Two words are fast emerging in the narrative of transportation, not only in Ireland, but across a number of global markets: electric and efficiency! As electric driving becomes mainstream, automotive manufacturers continue to develop ways to increase the efficiency of an an electric vehicle (EV), to include both, plug-in hybrid electric vehicles (PHEVs) and battery-electric vehicles (BEVs).

Most, if not all of the recent introduction of electric vehicles incorporate regenerative braking, to increase the pure electric range for the electric car. So what is regenerative braking in an EV? And how does it work? In general, a moving vehicle, to include, an internal combustion engine (ICE) or an electric vehicle, wastes or dissipates energy, in particular, when braking.

Braking works by using friction. When the brake pedal is pressed to slow down the vehcile, the brake calipers, in turn, press on the brake discs which creates friction to slow the wheels. This process also creates kinetic energy.

Regenerative braking, also known as regen braking/ brake recuperation, is a process of capturing the wasted energy from a vehicle, to be reused (recycled). In the case of electric driving, the ‘captured’ energy is reused to increase the pure electric range of the EV. In the case of conventional petrol and diesel vehicles, the captured energy is reused to charge the small onboard battery, that in turn is used to power the ancillary systems of the ICE vehicle.

Regenerative braking converts the captured kinetic energy into chemical energy for storage in an onboard high-voltage EV battery. In general terms, the kinetic energy in a moving vehicle is a product of the mass and speed. A heavier and faster electric car (all else being equal) will have more kinetic energy. If this energy is not captured it is simply lost as ‘heat’ to the atmosphere. In older generation cars, during braking, all the energy is wasted.

In electric cars, the onboard electric motor is used to propel the car i.e. to drive the wheels. Electric motors run in two directions, forward and backward. The forward motion moves the wheels. In the case of regen braking the onboard electric motor is ‘reversed in direction’ to recharge the onboard EV battery with the captured kinetic energy (i.e. it generates electric power, which is fed to the EV battery). In an electric car that is using regenerative braking, you can feel the ‘regen effect’ kicking in when the foot is taken off the accelerator’ as the EV brakes itself/ de-accelerates.

The ‘efficiency’ of regenerative braking varies depending on a number of factors, to include, the type of plug-in electric vehicle, the driving mode, the driving profile, the road etc.  However, in most cases regen can harness between 60% to 80% of the kinetic energy displaced during braking. 

Electric cars usually offer a number of regenerative braking profiles to suit the needs of the user. In general, the more ‘aggressive’ the regen profile in an EV, the greater the captured kinetic energy, the more improved is the efficiency of the EV i.e. the better is the pure electric range. For example in the all-electric Nissan Leaf, the e-Pedal driving mode is a ‘one-pedal’ system i.e. at lower speeds the force of regenerative braking does not require the use of a brake pedal.  

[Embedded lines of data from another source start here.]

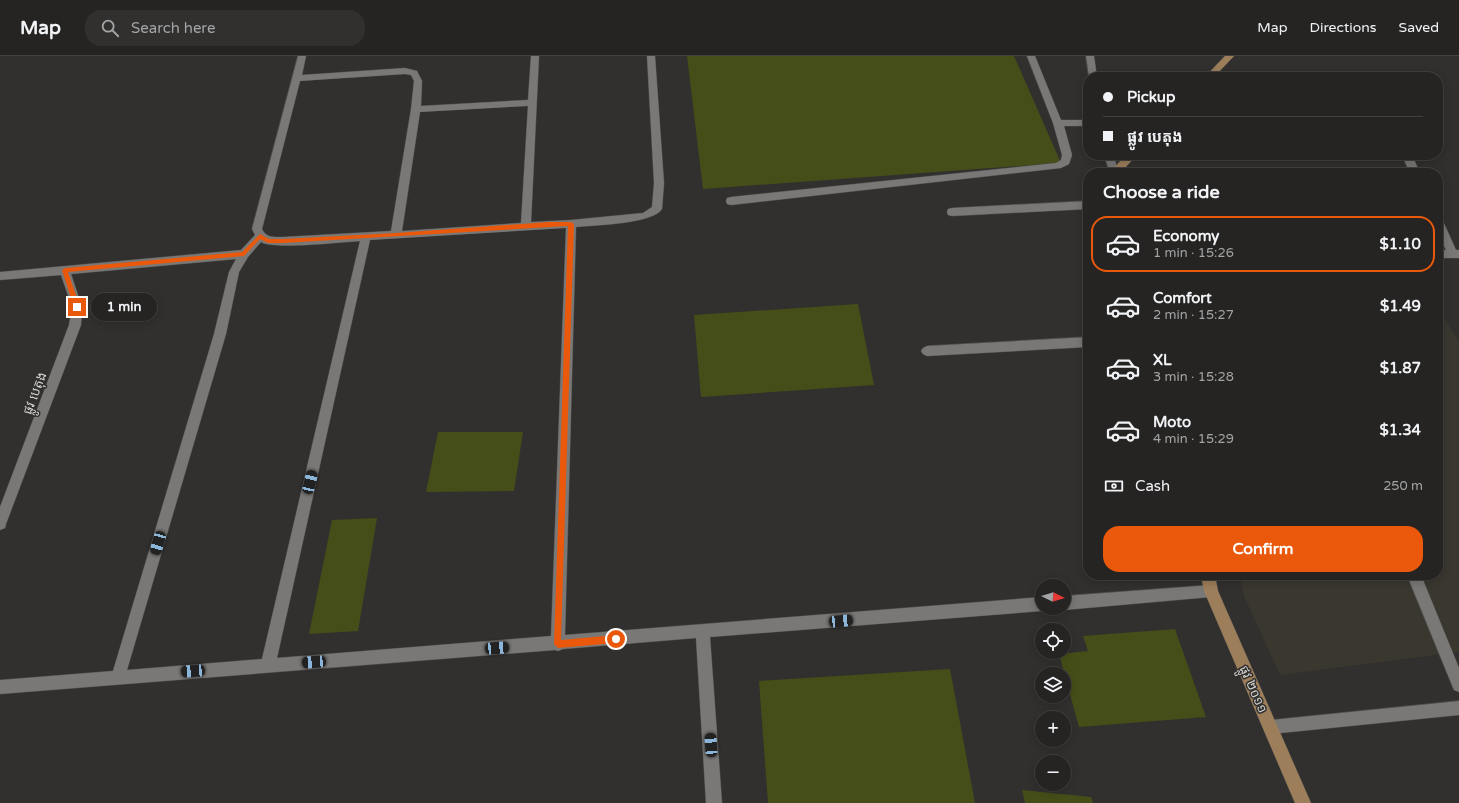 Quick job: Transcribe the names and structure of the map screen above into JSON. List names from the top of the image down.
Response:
{
  "streets": {
    "main road": ["ផ្លូវ ២០១១"],
    "street": ["ផ្លូវ បេតុង"]
  },
  "north": "right",
  "page": {
    "header": "Map",
    "search": "Search here",
    "nav": ["Map", "Directions", "Saved"],
    "banner": ["Pickup", "ផ្លូវ បេតុង"],
    "heading": "Choose a ride",
    "list": [
      {
        "name": "Economy",
        "note": "1 min · 15:26",
        "value": "$1.10"
      },
      {
        "name": "Comfort",
        "note": "2 min · 15:27",
        "value": "$1.49"
      },
      {
        "name": "XL",
        "note": "3 min · 15:28",
        "value": "$1.87"
      },
      {
        "name": "Moto",
        "note": "4 min · 15:29",
        "value": "$1.34"
      }
    ],
    "bubble": "1 min",
    "pay": ["Cash", "250 m"],
    "buttons": "Confirm",
    "map_buttons": ["+", "−"]
  }
}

In regards to e-range increase, it must be noted that regenerative braking will not result in significant increase in the EV range. It certainly helps, but at marginal levels. What regen does instead, is reduce the inefficiencies of constant braking. Regen also has other advantages, to include, reducing the wear and tear on braking automotive components. For urban driving, which requires more frequent acceleration/ de-acceleration i.e. braking, the benefit of regen braking is most leveraged.

Kia EV6 electric
The All-Electric Kia EV6 Incorporates Smart Regenerative Braking (credit: Kia)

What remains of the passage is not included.